In Rhetoric and Competition: academic agonistics, a 2003 article by Linda Hutcheon published in Volume 9 Issue 1 of the Common Knowledge journal, Hutcheon addresses the current state of academic discourse and proposes a more collaborative method to academic discussion.
In comparing the three readings given, written by Bateson, Hutcheon, and Werron, one can plainly see that Werron is the odd man out, so to speak. The content and structure of Hutcheon’s article are similar to Bateson’s The Myths of Independence and Competition, as both authors used the first-person quite extensively throughout their respective articles. In Bateson’s case, her article was heavily based off of a speech that she gave. Bateson and Hutcheon also used anecdotes throughout the article and argued strongly in favour of increased cooperation and decreased competition in society and academia, respectively. In comparison, Werron’s Why do we believe in competition? A historical-sociological view of competition as an institutionalized modern imaginary rarely uses the first-person and is formatted more like a typical research article, in that he uses more specialized academic language. Whilst Werron took a more neutral stance in his article and called for further study and research on the subject, both Bateson and Hutcheon took a stronger stance, calling for a dramatic increase of cooperation and interdependence. Hutcheon focuses on the academic community, decrying the current state of academic discourse and its focus on tearing down competing views; Bateson focuses on society as a whole, criticizing our dependence on independence and advocating for an increase in interdependence throughout the world.

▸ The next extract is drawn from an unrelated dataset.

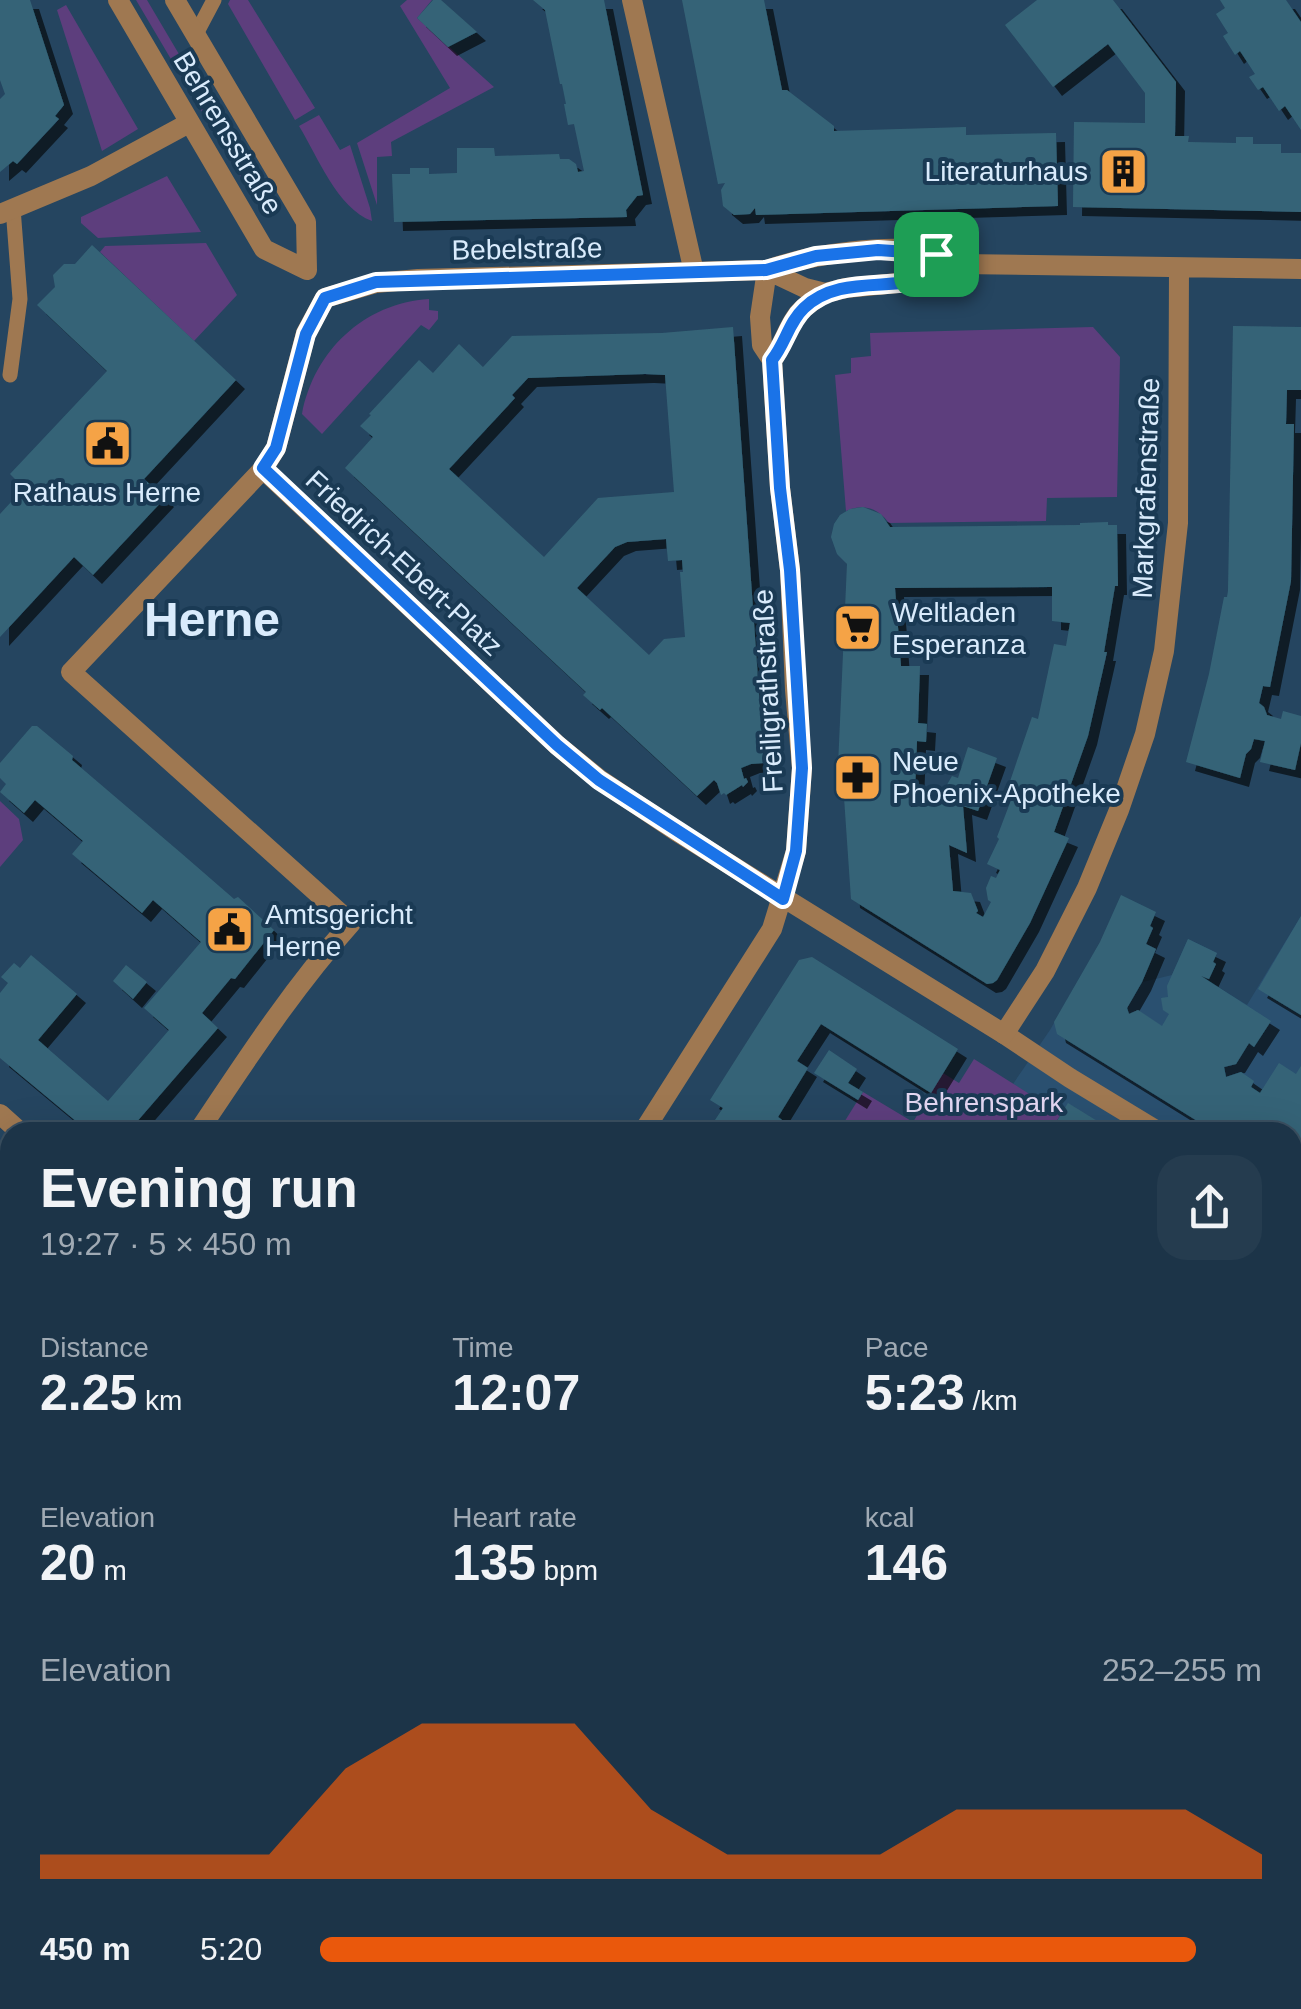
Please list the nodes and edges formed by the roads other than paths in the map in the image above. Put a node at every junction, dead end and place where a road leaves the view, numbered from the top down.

All three authors revolve around the concept of competition, though in different contexts. Bateson focuses on the fact that modern-day society heavily focuses on independence, starting from birth. Competition, Bateson argues, comes at the expense of interdependence and cooperation in society. The emphasis on independence will be ultimately detrimental to humanity as the world economy becomes more interdependent and as we tackle global issues such as anthropogenic climate change. Hutcheon’s argument focuses on the prevalence of competition in academia. Academia has become a “place of wolves” and has lost its sense of being part of a “novitiate culture”, instead, being influenced by corporate culture, following the model of corporate capitalism and creating a hierarchy within higher education. This culture reaches within the classroom and the lecture. As it is supposed to be a place to facilitate discussion, the current culture of “demolition and dispute” puts up barriers to those who may not have the personality type required to succeed in such an environment.
The effects of academic competition are rapidly becoming more apparent to the general public in today’s world. In Sam Warner’s response to the reading, he calls attention to the 2016 presidential election in the United States, with the two main candidates being now-president Donald Trump and his opponent, Hillary Clinton. In nationally and internationally televised debates, both sides employed rhetoric, and in some cases, invective, to tear down their opponents and build themselves up. They were competing in a zero-sum game, with the limited resource being the votes of the populace and the Electoral College.
I found myself siding with Bateson and Hutcheon as I read their articles. After all, humans are inherently social animals. We are a species who has done fantastical things through cooperation. Through cooperation, we were able to build societies and monuments that will outlive us. I believe that humanity has an innate drive to explore and innovate, and while we currently channel that desire through competition with each other, global cooperation has the potential to take our species to heights previously unimaginable. No man, as John Donne said, is an island, so why not lift each other up instead of tearing each other down?